Hi-fi enthusiasts talk a lot about the effects of the wire that is used to interconnect audio equipment. As with many things audiophiles are concerned with, this is a case of valid basic principles followed to extremes. Herewith; a rational point of view:

The prime concerns for microphone cables are flexibility and durability. The main difference between a cheap cable and an expensive one is the effectiveness of the shield. The connectors are expensive enough that no one has thought to gold plate them.

Balanced line cables are identical to mic cables. High impedance unbalanced connections are somewhat sensitive to the kind of wire used. With shielded wire, there is some capacitive coupling between the center conductor and the shield. Capacitive coupling acts as a low impedance path for signals of high frequency. Since current follows the path of least impedance, a capacitive cable connected to a high impedance input will show a low pass characteristic; in other words, some high frequency energy will be shorted out. The actual frequency at which this is apparent depends on the material the cable is made of, the length of cable, and the actual input impedance of the device. In my experience, with typical equipment and ordinary cable, the problem develops with runs longer than twenty feet. The only exception is with phono inputs, which with their extremely high impedance are sensitive to cables longer than three feet. There is no point in gold plating a phono plug unless it is connected to a gold plated jack[4]. (The gold is supposed to prevent the buildup of resistive corrosion. This can happen with nickel plated connectors if they are in a warm humid place, but the corrosion is removed each time the plug is inserted. Anyway, it is the jack that corrodes, not the plug.)

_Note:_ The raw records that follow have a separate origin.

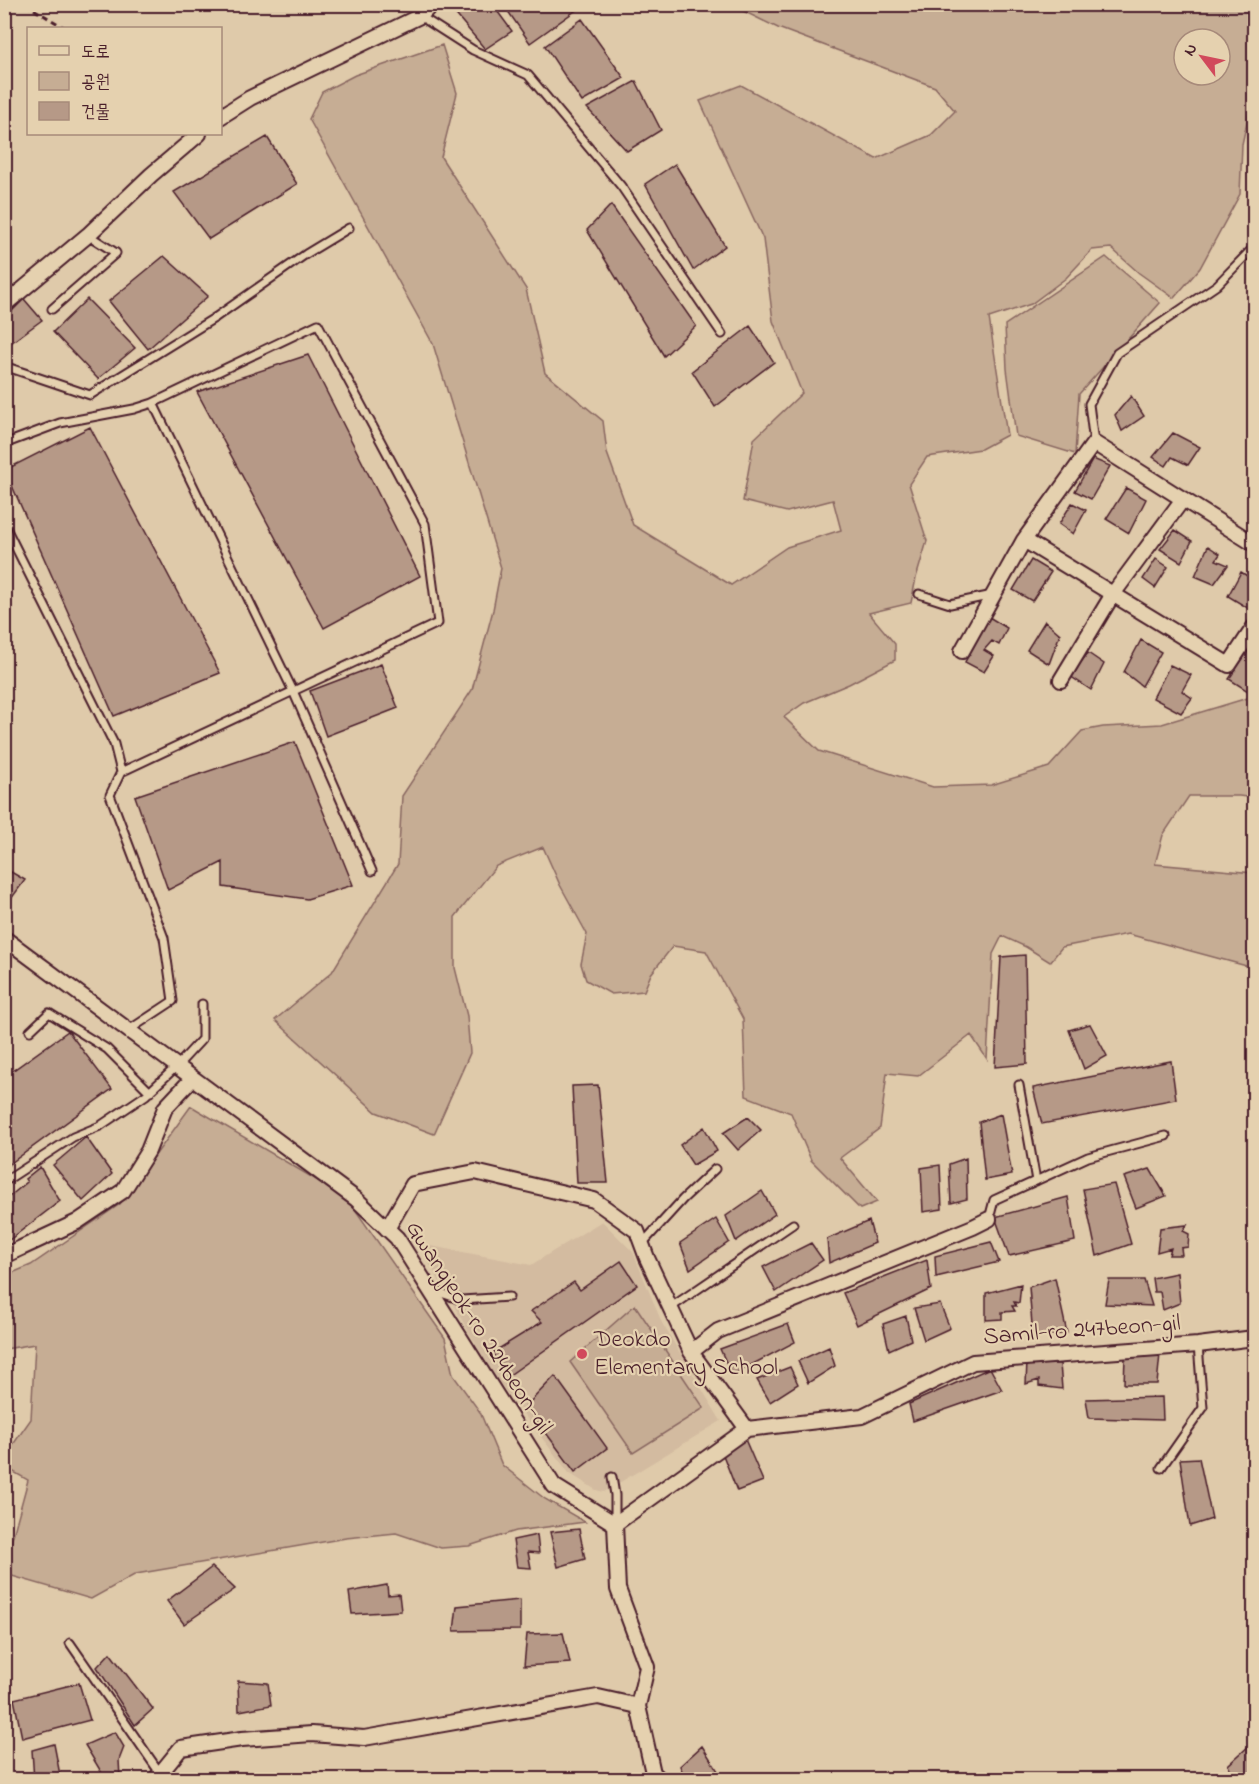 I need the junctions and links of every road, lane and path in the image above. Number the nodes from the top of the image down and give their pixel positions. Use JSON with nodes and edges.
{"nodes":[{"id":1,"x":25,"y":4,"type":"edge"},
{"id":2,"x":432,"y":4,"type":"edge"},
{"id":3,"x":420,"y":16,"type":"junction"},
{"id":4,"x":63,"y":27,"type":"edge"},
{"id":5,"x":222,"y":116,"type":"edge"},
{"id":6,"x":199,"y":135,"type":"edge"},
{"id":7,"x":349,"y":228,"type":"dead end"},
{"id":8,"x":88,"y":235,"type":"junction"},
{"id":9,"x":1254,"y":247,"type":"edge"},
{"id":10,"x":4,"y":305,"type":"edge"},
{"id":11,"x":52,"y":309,"type":"dead end"},
{"id":12,"x":722,"y":334,"type":"dead end"},
{"id":13,"x":4,"y":366,"type":"edge"},
{"id":14,"x":153,"y":403,"type":"junction"},
{"id":15,"x":1094,"y":442,"type":"junction"},
{"id":16,"x":4,"y":444,"type":"edge"},
{"id":17,"x":1183,"y":499,"type":"junction"},
{"id":18,"x":4,"y":524,"type":"edge"},
{"id":19,"x":1024,"y":540,"type":"junction"},
{"id":20,"x":1254,"y":544,"type":"edge"},
{"id":21,"x":919,"y":594,"type":"dead end"},
{"id":22,"x":1113,"y":594,"type":"junction"},
{"id":23,"x":993,"y":595,"type":"junction"},
{"id":24,"x":1254,"y":627,"type":"edge"},
{"id":25,"x":962,"y":651,"type":"dead end"},
{"id":26,"x":1061,"y":680,"type":"dead end"},
{"id":27,"x":293,"y":691,"type":"junction"},
{"id":28,"x":121,"y":772,"type":"junction"},
{"id":29,"x":372,"y":871,"type":"dead end"},
{"id":30,"x":4,"y":938,"type":"edge"},
{"id":31,"x":202,"y":1004,"type":"dead end"},
{"id":32,"x":129,"y":1030,"type":"junction"},
{"id":33,"x":30,"y":1031,"type":"dead end"},
{"id":34,"x":177,"y":1066,"type":"junction"},
{"id":35,"x":193,"y":1078,"type":"junction"},
{"id":36,"x":1019,"y":1085,"type":"dead end"},
{"id":37,"x":150,"y":1092,"type":"junction"},
{"id":38,"x":1166,"y":1136,"type":"dead end"},
{"id":39,"x":715,"y":1169,"type":"dead end"},
{"id":40,"x":1036,"y":1181,"type":"junction"},
{"id":41,"x":4,"y":1182,"type":"edge"},
{"id":42,"x":988,"y":1219,"type":"joint"},
{"id":43,"x":793,"y":1224,"type":"dead end"},
{"id":44,"x":387,"y":1229,"type":"junction"},
{"id":45,"x":642,"y":1244,"type":"junction"},
{"id":46,"x":4,"y":1256,"type":"edge"},
{"id":47,"x":429,"y":1288,"type":"junction"},
{"id":48,"x":509,"y":1297,"type":"dead end"},
{"id":49,"x":670,"y":1308,"type":"junction"},
{"id":50,"x":1254,"y":1338,"type":"edge"},
{"id":51,"x":1198,"y":1344,"type":"junction"},
{"id":52,"x":692,"y":1352,"type":"junction"},
{"id":53,"x":747,"y":1429,"type":"junction"},
{"id":54,"x":1161,"y":1468,"type":"dead end"},
{"id":55,"x":612,"y":1477,"type":"dead end"},
{"id":56,"x":615,"y":1524,"type":"junction"},
{"id":57,"x":70,"y":1643,"type":"dead end"},
{"id":58,"x":638,"y":1706,"type":"junction"},
{"id":59,"x":157,"y":1776,"type":"edge"},
{"id":60,"x":661,"y":1779,"type":"edge"}],
"edges":[{"from":1,"to":4,"type":"path"},
{"from":2,"to":3,"type":"street"},
{"from":3,"to":5,"type":"street"},
{"from":3,"to":12,"type":"lane"},
{"from":6,"to":8,"type":"street"},
{"from":7,"to":13,"type":"lane"},
{"from":8,"to":10,"type":"street"},
{"from":8,"to":11,"type":"lane"},
{"from":9,"to":15,"type":"lane"},
{"from":14,"to":16,"type":"lane"},
{"from":14,"to":27,"type":"lane"},
{"from":14,"to":27,"type":"lane"},
{"from":15,"to":17,"type":"street"},
{"from":15,"to":19,"type":"street"},
{"from":17,"to":20,"type":"street"},
{"from":17,"to":22,"type":"street"},
{"from":18,"to":28,"type":"lane"},
{"from":19,"to":22,"type":"street"},
{"from":19,"to":23,"type":"street"},
{"from":21,"to":23,"type":"lane"},
{"from":22,"to":24,"type":"street"},
{"from":22,"to":26,"type":"street"},
{"from":23,"to":25,"type":"street"},
{"from":27,"to":28,"type":"lane"},
{"from":27,"to":29,"type":"lane"},
{"from":28,"to":32,"type":"lane"},
{"from":30,"to":32,"type":"street","name":"Gwangjeok-ro 224beon-gil"},
{"from":31,"to":34,"type":"lane"},
{"from":32,"to":34,"type":"street","name":"Gwangjeok-ro 224beon-gil"},
{"from":33,"to":37,"type":"lane"},
{"from":34,"to":35,"type":"street","name":"Gwangjeok-ro 224beon-gil"},
{"from":34,"to":37,"type":"lane"},
{"from":35,"to":44,"type":"street","name":"Gwangjeok-ro 224beon-gil"},
{"from":35,"to":46,"type":"street"},
{"from":36,"to":40,"type":"lane"},
{"from":37,"to":41,"type":"lane"},
{"from":38,"to":40,"type":"lane"},
{"from":39,"to":45,"type":"lane"},
{"from":40,"to":42,"type":"lane"},
{"from":42,"to":52,"type":"street"},
{"from":43,"to":49,"type":"lane"},
{"from":44,"to":45,"type":"street"},
{"from":44,"to":47,"type":"street","name":"Gwangjeok-ro 224beon-gil"},
{"from":45,"to":49,"type":"street"},
{"from":47,"to":48,"type":"lane"},
{"from":47,"to":56,"type":"street","name":"Gwangjeok-ro 224beon-gil"},
{"from":49,"to":52,"type":"street"},
{"from":50,"to":51,"type":"street","name":"Samil-ro 247beon-gil"},
{"from":51,"to":53,"type":"street","name":"Samil-ro 247beon-gil"},
{"from":51,"to":54,"type":"lane"},
{"from":52,"to":53,"type":"street"},
{"from":53,"to":56,"type":"street","name":"Samil-ro 247beon-gil"},
{"from":55,"to":56,"type":"lane"},
{"from":56,"to":58,"type":"street"},
{"from":57,"to":59,"type":"lane"},
{"from":58,"to":59,"type":"street"},
{"from":58,"to":60,"type":"street"}]}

In speaker wires the important issue is resistance of the wire itself. With circuit elements connected in series, the voltage across each is proportional to the impedance of each. If a speaker impedance is eight ohms, and the wire impedance is two ohms, twenty percent of the power of the amplifier will be used up in the wire. The resistance of a piece of wire depends on its length and thickness, or gauge[5]. A six foot chunk of #22 "speaker wire" sold by Radio Shack measures 0.3 ohms, so you probably should not use it for very long runs (I never use the stuff). Ordinary #18 lamp cord ("zip cord") is less than a third as resistive, and I routinely use it for runs of up to twenty feet or so. For very long runs, I use #14 electrical cable and count on some power loss. You can buy huge cables with very low loss over fairly long runs, but the cost of the cable is more than the cost of the wattage you are wasting. You should never use shielded cable for speaker leads.

Digital Wire

Digital audio signals are commonly carried by two main kinds of connection, which differ in the format of the data as well in electrical characteristics and types of connector. AES/EBU is the transmission standard used with professional gear. It uses balanced cable with XLR connectors. You can routinely run cables for 100 meters without fuss. Most consumer grade equipment (and a lot of pro gear as an option) follows the SP/DIF standard, invented by Sony. Phono connectors are used, with video quality coaxial cable.

Optical cable is sometimes used for digital audio. The cable used is an inexpendisve plastic kind, so it's limited in length to 1 meter. AES and SP/DIF wiring can be reasonably long, but to really get down the street, you need a glass optical system with special translator boxes.

In any digital interconnection, extra care must be taken with the quality of the connections. The high bit rate involved makes the signal behave like a video signal. A bad solder joint or corroded terminal can cause the signal to be reflected back down the wire (signals can go both ways in wire, just a sound can go both ways in air). This causes ghosts in video signals, and data errors in digital signals.